Consider the following headline from an editorial in a national newspaper: “Educating children should not be for profit – Learning has always been separate from the forces of the free market. And that’s how it should stay.” According to this editorial the issue appears to be black and white. The profit motive and learning simply do not mix, they never have and they never will. The debate is therefore closed. However, this statement raises more questions than it answers.
Firstly, would this newspaper still be prepared to support its claim that “educating children should not be for profit” if schools run by for-profit companies could be shown to produce much better results at a lower cost – especially for the less-well-off? Or should these schools be permanently precluded irrespective of how they perform? While many politicians – might claim that no such evidence exists, we should also question why they are not interested in finding out which type of school performs the best. Are they confident in their belief that all government schools will always outperform all schools run by for-profit companies, both now and at any time in the future? Or is there some objection in principle to the profit motive, even if the education of children suffers as a result of excluding it?
Secondly, the burden of proof must be placed on those who want to maintain the current restrictions on parents and the resulting government monopoly. Even if some parents would choose an inferior school rather than a superior one that was profit-making, is this newspaper suggesting that parents who see the matter differently should not be able to choose a profit-making school? Is the profit motive so obnoxious that it should not be allowed to prevail for those whose priority is simply a high-quality education? And why are parents deemed to be capable of voting politicians into power, but then deemed incapable by the very same politicians of choosing the best school for their children? If parents are deemed to be ignorant, then why not extend this argument to its logical conclusion and demand that their right to vote should also be removed?

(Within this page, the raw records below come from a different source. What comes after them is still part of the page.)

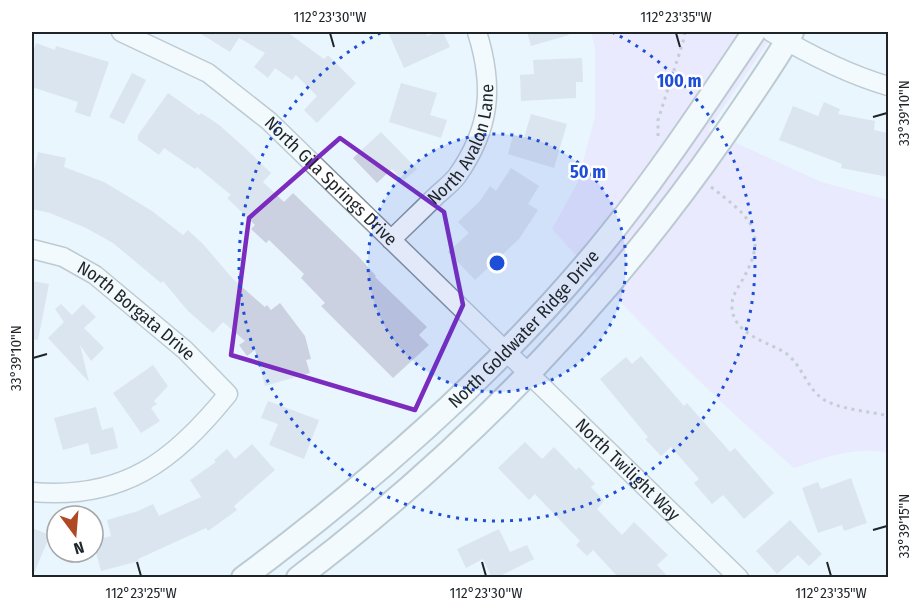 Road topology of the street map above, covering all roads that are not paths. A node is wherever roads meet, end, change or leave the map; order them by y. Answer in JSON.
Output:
{"nodes":[{"id":1,"x":121,"y":32,"type":"edge"},
{"id":2,"x":477,"y":32,"type":"edge"},
{"id":3,"x":754,"y":32,"type":"edge"},
{"id":4,"x":784,"y":35,"type":"edge"},
{"id":5,"x":888,"y":86,"type":"edge"},
{"id":6,"x":391,"y":240,"type":"junction"},
{"id":7,"x":32,"y":249,"type":"edge"},
{"id":8,"x":516,"y":362,"type":"junction"},
{"id":9,"x":32,"y":492,"type":"edge"},
{"id":10,"x":243,"y":578,"type":"edge"},
{"id":11,"x":298,"y":578,"type":"edge"},
{"id":12,"x":739,"y":578,"type":"edge"}],
"edges":[{"from":1,"to":6,"type":"street","name":"North Gila Springs Drive"},
{"from":2,"to":6,"type":"street","name":"North Avalon Lane"},
{"from":3,"to":8,"type":"street","name":"North Goldwater Ridge Drive"},
{"from":4,"to":5,"type":"street"},
{"from":4,"to":8,"type":"street","name":"North Goldwater Ridge Drive"},
{"from":6,"to":8,"type":"street","name":"North Gila Springs Drive"},
{"from":7,"to":9,"type":"street","name":"North Borgata Drive"},
{"from":8,"to":10,"type":"street","name":"North Goldwater Ridge Drive"},
{"from":8,"to":11,"type":"street","name":"North Goldwater Ridge Drive"},
{"from":8,"to":12,"type":"street","name":"North Twilight Way"}]}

Thirdly, how can this newspaper justify campaigning so passionately for freedom and a free market within the press and the media, while at the same time campaign for the restriction of freedom and almost total government control over children’s schooling? How can freedom and a free market be so fundamentally important when it comes to the market for newspapers or children’s books, but dismissed when applied to children’s schooling? And why is political control, central planning and a government monopoly deemed to be unacceptable within the media but welcomed in education?
The above quotation then goes on to proudly state that, “learning has always been separate from the forces of the free market”. This statement shows how confused this debate has now become. For example, if the forces of the free market include the freedom of parents to choose and the freedom of private providers to enter the sector, then this suggests that this newspaper believes and indeed celebrates the idea that learning has always been separate from these forces of freedom. But if freedom refers to choice, autonomy, self-determination, independence, openness and the lack of restrictions, then how can restricting these forces be a good thing? And if learning has always been separate from these forces, what other superior forces have been at play? After all, what could possibly be more important than the forces of freedom in education?
In this debate it is also important to acknowledge that even in an open and competitive education sector, the anti-profit mentality will continue to exist in the minds of some parents who may choose to send their children to a variety of different schools for a variety of different reasons. However, it is also important to distinguish between parents perfectly legitimate views concerning the role of the profit motive in their own children’s education and the very separate and much more sinister desire of these same parents (and politicians) to force all other parents to accept this own particular point of view.
Milton Freidman previously stated that the willingness to permit free speech to people who you agree with is hardly evidence of devotion to the principle of free speech. Instead, the relevant test is willingness to permit free speech to people who you disagree with. And so the relevant test of the belief in individual freedom is the willingness to oppose state intervention even when it is designed to prevent individual activity which you personally dislike or disagree with. Therefore, this provides a useful test to all those high minded people who continue to view schools run by for-profit companies as an unnecessary evil. Do they have the discipline to place their personal views to one side and instead recognise that the rights and responsibilities of individual parents must always come first? If they do, then they should be willing to oppose the existing government restrictions which prevent profit-making companies from managing state-funded schools, despite the fact that they may personally disagree with the idea. This approach would therefore be seen as much less self-obsessed and instead much more compassionate towards the very private and personal beliefs and opinions of those who are directly responsible for children’s education – their parents.